Whether a start up or legacy corporation, the primary driver behind reorganization is usually profitable growth. Of course, such plans may also result from a desire for improvements in customer service performance or production quotas. But, most importantly, and often with little consideration, it’s how the restructuring will impact the people that matters most, which is why the emphasis on concise planning and thoughtful design is so important.
Many senior managers simply focus on the what, the desired end goal of organizational change: Improved financial performance as a result of restructuring and resizing. They often ignore the human factor in such a modification. Instead, it’s the innovators who bolster the objectives by carefully composing how employees will proactively participate in reorganization and impact the bottom line, and how they will interact for the good of the firm after the change has been implemented.
Throughout my career, I’ve both been directly involved with and witnessed organizational change. In one instance, as a lodging company prepared to go public in the early 1990’s, leadership made the strategic decision to streamline operations and eliminate the Assistant Manager position, thereby empowering non-exempt employees with such tasks as resolving customer disputes and making bank deposits. Imagine an hourly employee deciding to refund a dissatisfied guest! But, it worked. The hourly workforce was invigorated, and property managers now had home office support for what were then unconventional solutions.

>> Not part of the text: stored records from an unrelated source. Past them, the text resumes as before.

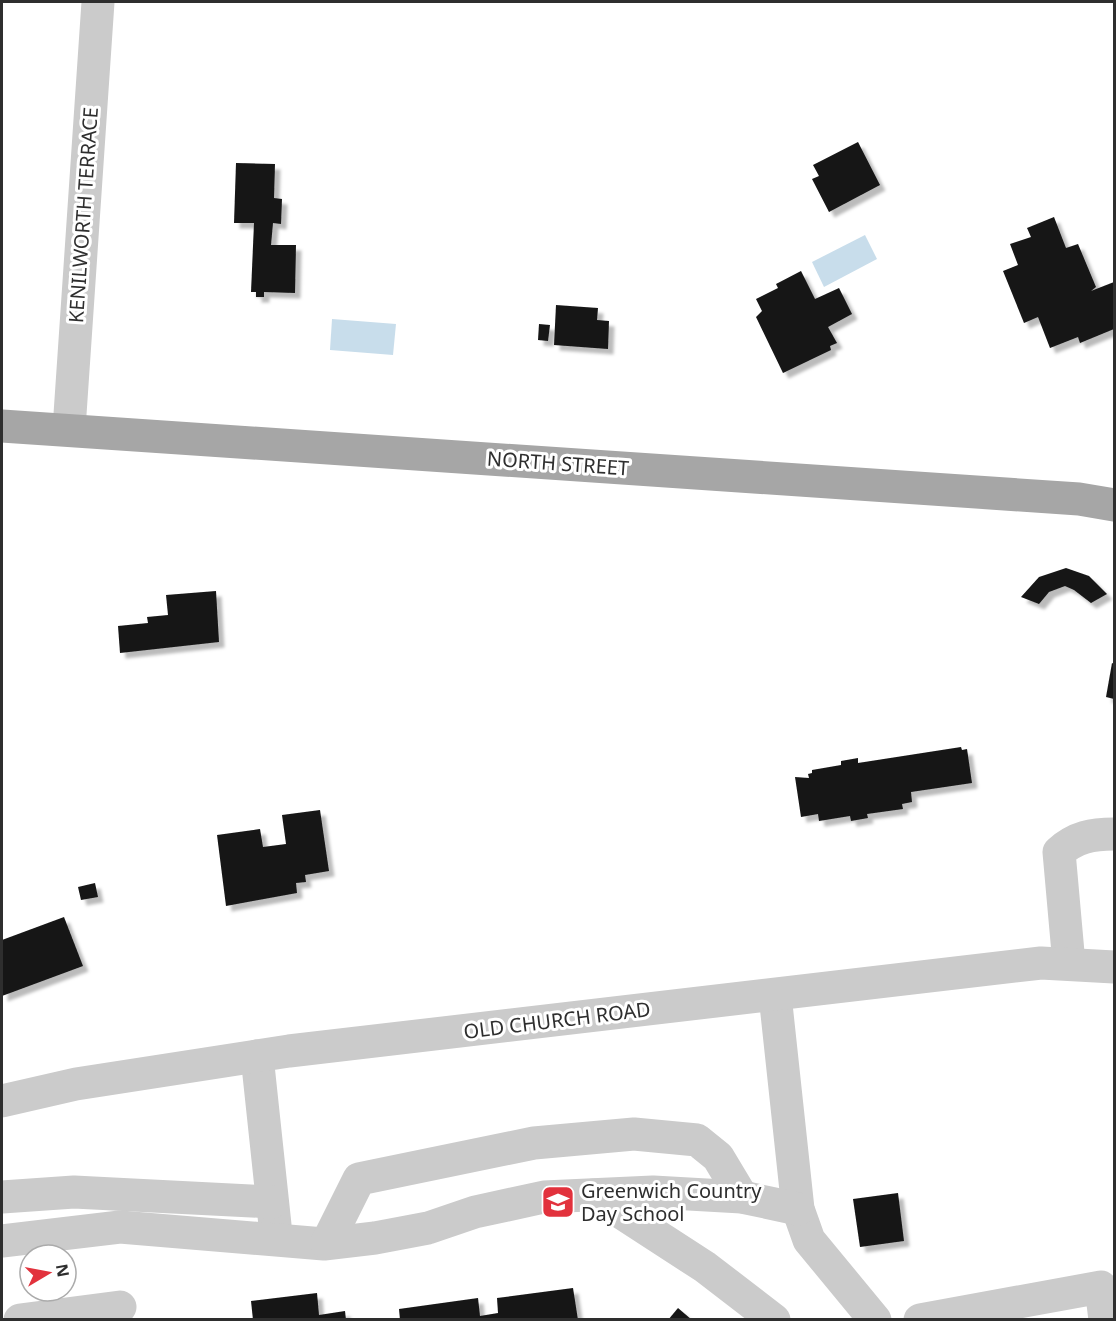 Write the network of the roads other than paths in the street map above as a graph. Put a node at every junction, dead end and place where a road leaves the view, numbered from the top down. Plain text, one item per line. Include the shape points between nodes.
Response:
1 (98, 2) edge
2 (2, 426) edge
3 (69, 429) junction
4 (1114, 505) edge
5 (1114, 834) edge
6 (1069, 964) junction
7 (1114, 967) edge
8 (775, 995) junction
9 (257, 1056) junction
10 (2, 1101) edge
11 (594, 1195) junction
12 (2, 1197) edge
13 (742, 1197) junction
14 (272, 1202) junction
15 (798, 1209) junction
16 (2, 1240) edge
17 (277, 1240) junction
18 (327, 1243) junction
19 (120, 1307) dead end
20 (20, 1320) edge
21 (774, 1320) edge
22 (874, 1320) edge
23 (920, 1320) edge
24 (1105, 1320) edge

1 - 3 street, KENILWORTH TERRACE
2 - 3 main road, NORTH STREET
3 - 4 main road, NORTH STREET via 1079,499
5 - 6 street via 1095,834 1072,841 1059,852
6 - 7 street, OLD CHURCH ROAD
6 - 8 street, OLD CHURCH ROAD via 1041,963
8 - 9 street, OLD CHURCH ROAD
8 - 15 street
9 - 10 street, OLD CHURCH ROAD via 76,1083
9 - 14 street
11 - 13 street via 653,1192
11 - 18 street via 544,1197 418,1230
11 - 21 street via 705,1267
12 - 14 street via 74,1192
13 - 15 street
13 - 18 street via 718,1157 697,1140 634,1134 534,1143 359,1179
14 - 17 street
15 - 22 street via 809,1240
16 - 17 street via 120,1227
17 - 18 street
19 - 20 street
23 - 24 street via 1101,1287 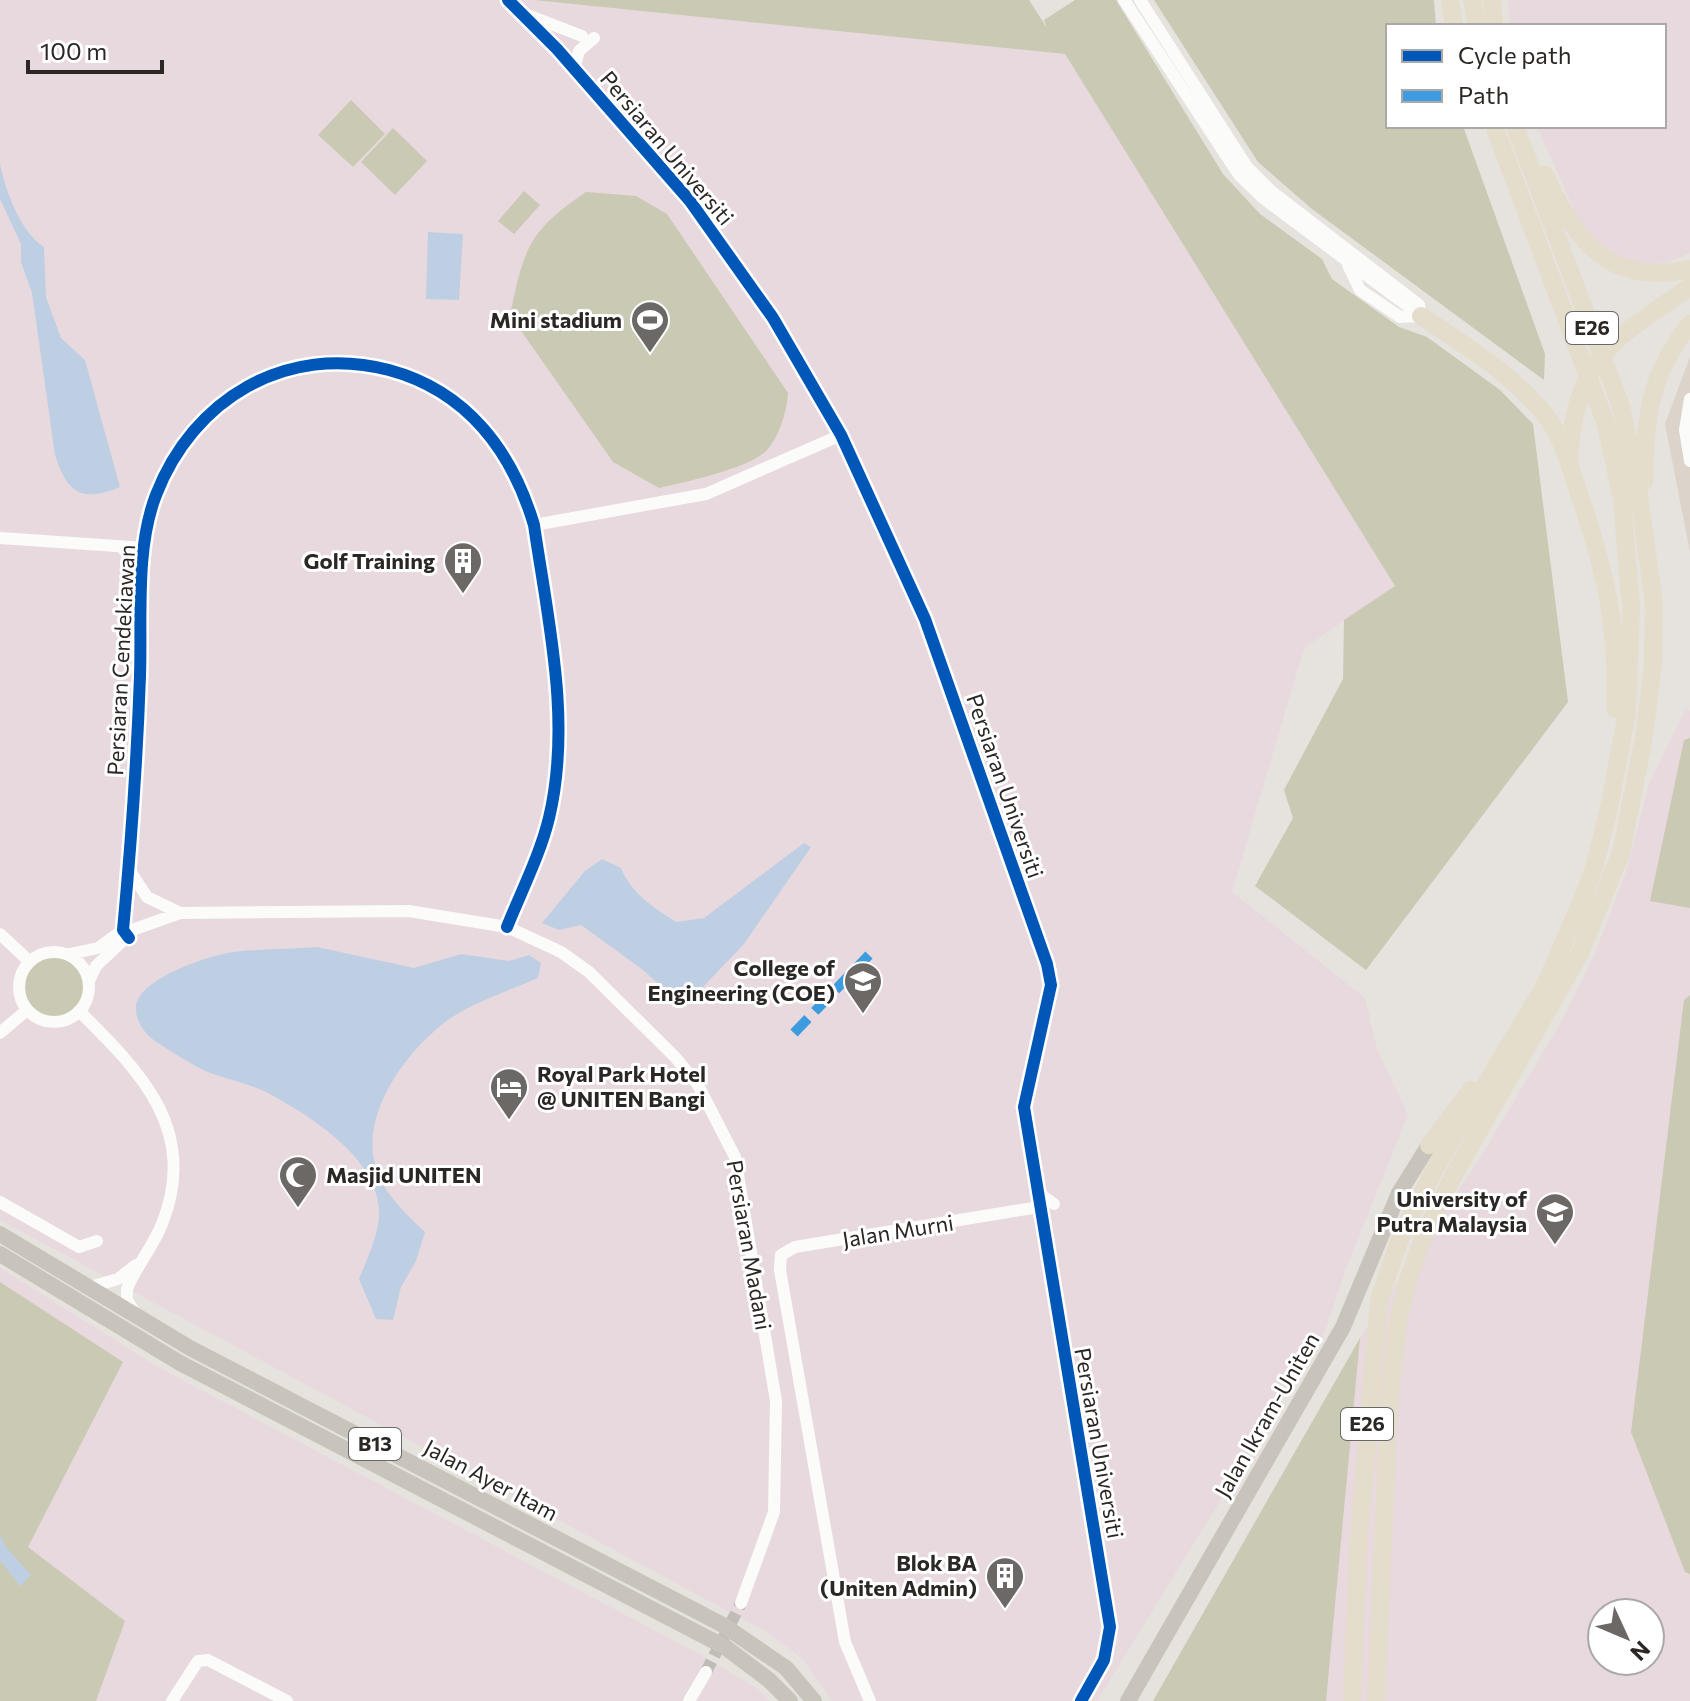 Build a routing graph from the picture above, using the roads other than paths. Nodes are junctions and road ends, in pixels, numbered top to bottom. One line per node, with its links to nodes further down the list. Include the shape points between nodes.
1 (508, 0): 7 (street, Persiaran Universiti)
2 (1124, 0): 16 (street, via 1239,175 1346,261 1360,290 1400,317)
3 (1140, 0): 16 (street, via 1247,167 1419,305)
4 (1450, 0): 8 (highway)
5 (1472, 0): 9 (highway)
6 (1492, 0): 10 (highway)
7 (520, 11): 11 (street, Persiaran Universiti); 11 (street, via 588,37)
8 (1454, 24)
9 (1477, 24)
10 (1494, 24)
11 (574, 68): 19 (street, Persiaran Universiti, via 690,201 773,318)
12 (1493, 131): 32 (highway, E26, via 1606,424 1622,500 1631,653)
13 (1517, 131): 14 (highway, via 1566,220 1604,259 1654,274); 27 (highway, E26, via 1621,406)
14 (1690, 269)
15 (1690, 287): 24 (highway, via 1595,361 1582,384)
16 (1421, 316): 24 (highway, via 1486,359 1525,393 1550,422)
17 (1690, 324): 27 (highway, via 1670,349 1654,386 1646,422)
18 (1689, 404): 23 (street, via 1685,430)
19 (830, 415): 20 (street, Persiaran Universiti); 21 (street)
20 (841, 435): 21 (street); 22 (street, Persiaran Universiti)
21 (818, 446): 22 (street); 26 (street, via 706,494)
22 (852, 458): 46 (street, Persiaran Universiti, via 925,619 1047,964 1051,985 1024,1107)
23 (1690, 461)
24 (1568, 463): 32 (highway, via 1608,585 1615,624)
25 (150, 524): 26 (street, Persiaran Cendekiawan, via 155,497 173,461 210,414 281,369 340,365 398,373 469,411 513,467); 29 (street); 30 (street, Persiaran Cendekiawan)
26 (534, 525): 35 (street, Persiaran Cendekiawan, via 559,712 549,817)
27 (1643, 526): 70 (highway, E26, via 1654,604 1653,665 1621,853 1580,953 1425,1233 1398,1322 1389,1403)
28 (0, 538): 29 (street)
29 (120, 546): 30 (street); 31 (street)
30 (145, 548): 31 (street, Persiaran Cendekiawan)
31 (144, 581): 33 (street, Persiaran Cendekiawan)
32 (1620, 751): 44 (highway, E26, via 1594,868 1544,987)
33 (129, 868): 34 (street, via 147,897); 36 (street, Persiaran Cendekiawan)
34 (180, 913): 35 (street, Persiaran Madani, via 409,911); 36 (street)
35 (507, 927): 57 (street, Persiaran Madani, via 561,952 589,972 662,1043 698,1085 735,1157 778,1425 774,1512)
36 (128, 933): 38 (street); 40 (street, via 96,966)
37 (0, 934): 39 (street)
38 (70, 954): 39 (street, via 46,952); 40 (street)
39 (29, 961): 41 (street, via 19,983)
40 (89, 981): 42 (street, via 89,994)
41 (27, 1010): 42 (street, via 56,1022); 43 (street)
42 (79, 1011): 54 (street, via 122,1054 157,1101 172,1141 174,1181 162,1225)
43 (0, 1033)
44 (1512, 1044): 45 (highway); 58 (highway, E26, via 1437,1165 1402,1233 1379,1300)
45 (1429, 1145): 67 (main road, Jalan Ikram-Uniten, via 1399,1193 1343,1327)
46 (1036, 1191): 48 (street); 49 (street, Persiaran Universiti); 50 (street)
47 (0, 1202): 52 (street, via 79,1247)
48 (1054, 1204)
49 (1039, 1207): 50 (street, Jalan Murni); 66 (street, Persiaran Universiti, via 1110,1627 1104,1660)
50 (1017, 1211): 65 (street, Jalan Murni, via 795,1247 781,1255 845,1642)
51 (0, 1234): 55 (main road, Jalan Ayer Itam / B13)
52 (97, 1241)
53 (0, 1254): 63 (main road, Jalan Ayer Itam / B13, via 180,1363 725,1647)
54 (138, 1263): 55 (street, via 118,1279); 56 (street, via 127,1289)
55 (90, 1287): 56 (main road, Jalan Ayer Itam / B13)
56 (135, 1313): 64 (main road, Jalan Ayer Itam / B13, via 190,1348 755,1643)
57 (741, 1603)
58 (1355, 1610): 68 (highway); 69 (highway)
59 (706, 1672): 62 (street)
60 (172, 1701): 61 (street, via 190,1668 208,1660)
61 (287, 1701)
62 (689, 1701)
63 (790, 1701)
64 (814, 1701)
65 (870, 1701)
66 (1081, 1701)
67 (1128, 1701)
68 (1340, 1701)
69 (1352, 1701)
70 (1376, 1701)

On another occasion, I observed a division of a Fortune 500 company as it implemented a mass reorganization. In this instance, employees felt under informed and many worried about job security. As the implementation began, a good number were in limbo for months, “officially displaced” as managers competed for their skills and loyalty. It was evident that minimal consideration had been put into the human aspects of the organizational redesign and delivery.
A revolutionary example where people are at the center of transformational change is the recent decision by Zappos to embrace Holacracy, which, according to Forbes magazine, is “a New Age approach to leadership that involves no job titles, no formal bosses, and lots of overlapping work circles instead.” Certainly, Holacracy is not the Holy Grail, and all eyes will be on Zappos to see how it fares with this new model. However, one advantage Holacracy has is that its organizational premise is people-centered and focused on providing clarity around aligning resources and accomplishing tasks.
Human resources matter most when a company decides to restructure. A well-considered design with employees at the forefront will result in an operational transformation that benefits the organization, its employees, and its customers, thereby improving financial performance.
Scott Wise, founder and CEO of Scotty’s Brewhouse restaurants, professes that his employees are the key to his success. They are more important than customers. He states, “If your employees believe in your dreams and values then ultimately they will make your guests happy, too.”